Continuing education is a requirement in many fields, but programs to sharpen IT security skills are severely lacking within the cyber-security field.
While many industries and fields require continued, mandated education, the discipline of cyber-security isn’t one of them. For security professionals, it doesn’t take long for a skills gap to widen. Cyber-criminals—and their tactics—continuously evolve, but all too often the same defenses are kept in play. By the time a threat is detected, it’s too late: employees have unwittingly given up information or company funds, customer data has been swiped or confidential (and compromising) information has been leaked.
IT security breaches are all too often a matter of if, not when, but there are ways to minimize the risk your organization faces. One way is to keep current with the latest trends in cyber-crime and learn how to recognize a threat early on.
Customers, partners and employees of SecureAuth, which focuses on adaptive access control, now have a means to fortify their cyber-defense skills. SecureAuth University is a continuing education program that combines e-learning and instructor-led courses. SecureAuth University offers certification for three levels of cyber-security professionals: administrator, advanced administrator and developer.
Back to School for Security Pros
“While there are many industries that provide, and in fact mandate continuing education–namely the legal and financial sectors–such programs are severely lacking within the cyber-security field,” said Rohit Khanna, senior vice president of Customer Success at SecureAuth.

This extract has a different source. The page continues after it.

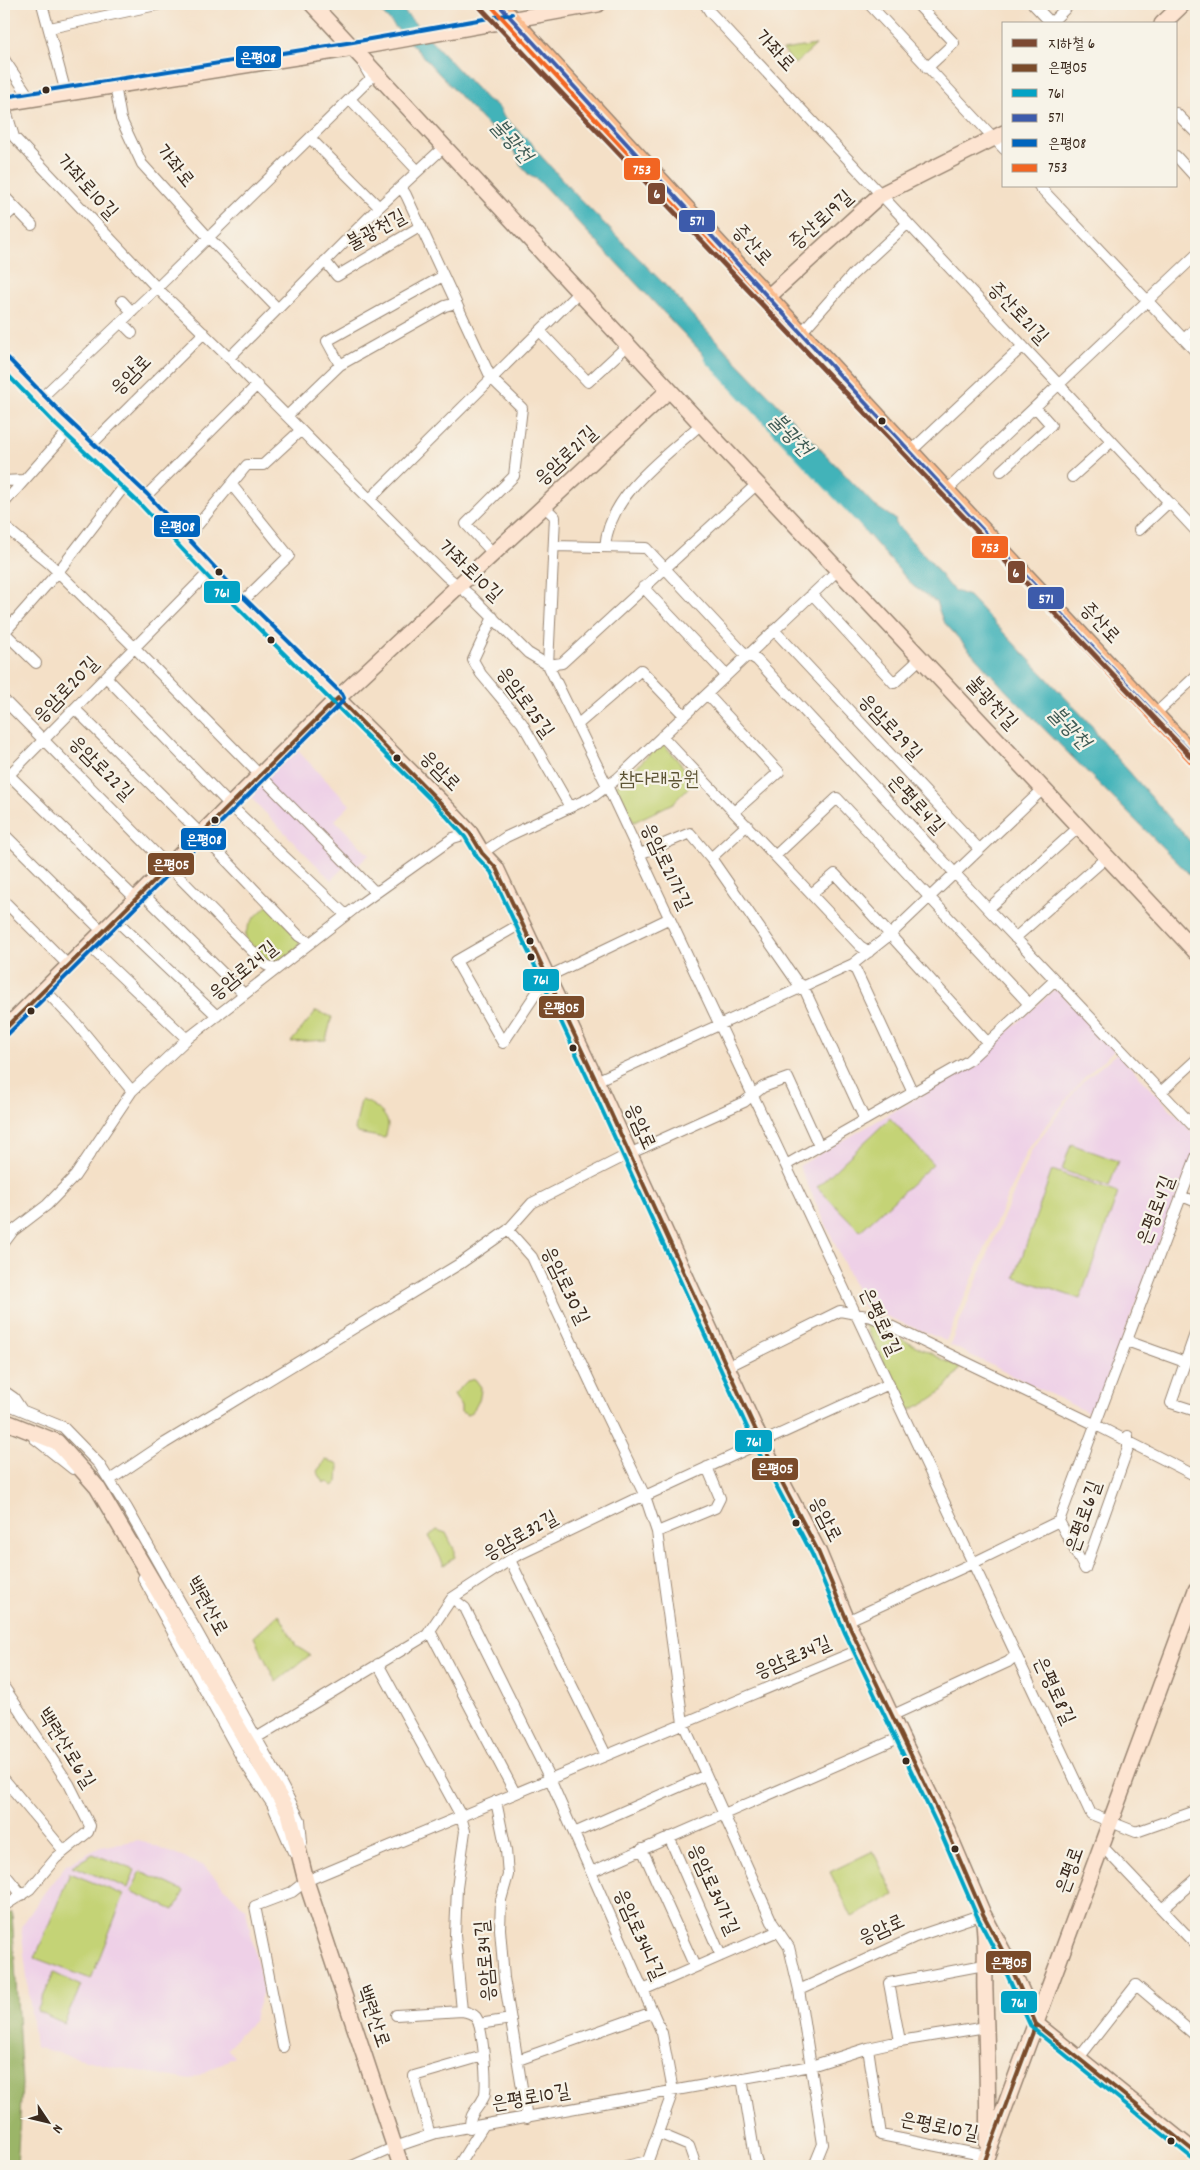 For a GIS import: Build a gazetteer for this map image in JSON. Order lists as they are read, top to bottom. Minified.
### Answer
{"streets":{"main road":["증산로19길","불광천길","증산로","응암로","응암로21길","백련산로","은평로"],"street":["가좌로","가좌로10길","증산로21길","응암로20길","응암로25길","응암로29길","응암로22길","은평로4길","응암로21가길","응암로24길","응암로30길","은평로8길","은평로6길","응암로32길","응암로34길","백련산로6길","응암로34가길","응암로34나길","은평로10길"]},"crossings":[["가좌로","증산로19길"],["가좌로","불광천길"],["가좌로10길","응암로"],["가좌로10길","응암로21길"],["가좌로10길","응암로25길"],["가좌로10길","응암로21가길"],["증산로19길","증산로"],["증산로19길","증산로21길"],["불광천길","응암로21길"],["응암로","응암로21길"],["응암로","응암로20길"],["응암로","응암로24길"],["응암로","응암로32길"],["응암로","응암로34길"],["응암로","은평로"],["응암로21길","응암로21가길"],["응암로20길","응암로22길"],["응암로22길","응암로24길"],["은평로4길","은평로6길"],["응암로21가길","은평로8길"],["응암로30길","응암로32길"],["은평로8길","응암로32길"],["은평로8길","은평로"],["응암로32길","백련산로"],["응암로32길","응암로34길"],["백련산로","응암로34길"],["백련산로","은평로10길"],["응암로34길","응암로34나길"],["응암로34길","은평로10길"],["은평로","은평로10길"],["응암로34가길","응암로34나길"],["응암로34나길","은평로10길"]],"water":["불광천"],"parks":["참다래공원"],"lines":["metro line 6","transit line 571","transit line 753","transit line 은평08","transit line 761","transit line 은평05"],"legend":["지하철 6","은평05","761","571","은평08","753"],"north":"bottom right"}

“With the rapid evolution of attack tactics, the cyber-security industry must hold itself to a higher standard. By earning a certification through SecureAuth University, security professionals can demonstrate their skills and expertise not only within the SecureAuth ecosystem, but also within the cyber-security industry at large.”
According to SecureAuth, the school provides:
*A greater understanding of current methods used in cyber-attacks, and how to recognize the early stages of a breach.
*Education on layering adaptive authentication methods such as, device recognition, analysis of the physical location of the user, or continuous authentication such as behavioral biometrics to verify the identity of the user.
*The value in threat services to determine remote access request risks.
*How to increase cyber-security while maintaining frictionless user experience, enabling activity; and how flexible workflows can be used to tailor security levels for different use cases.
“There is clearly a disconnect for many C-level executives who don’t ‘get’ cyber-security,” Khanna said.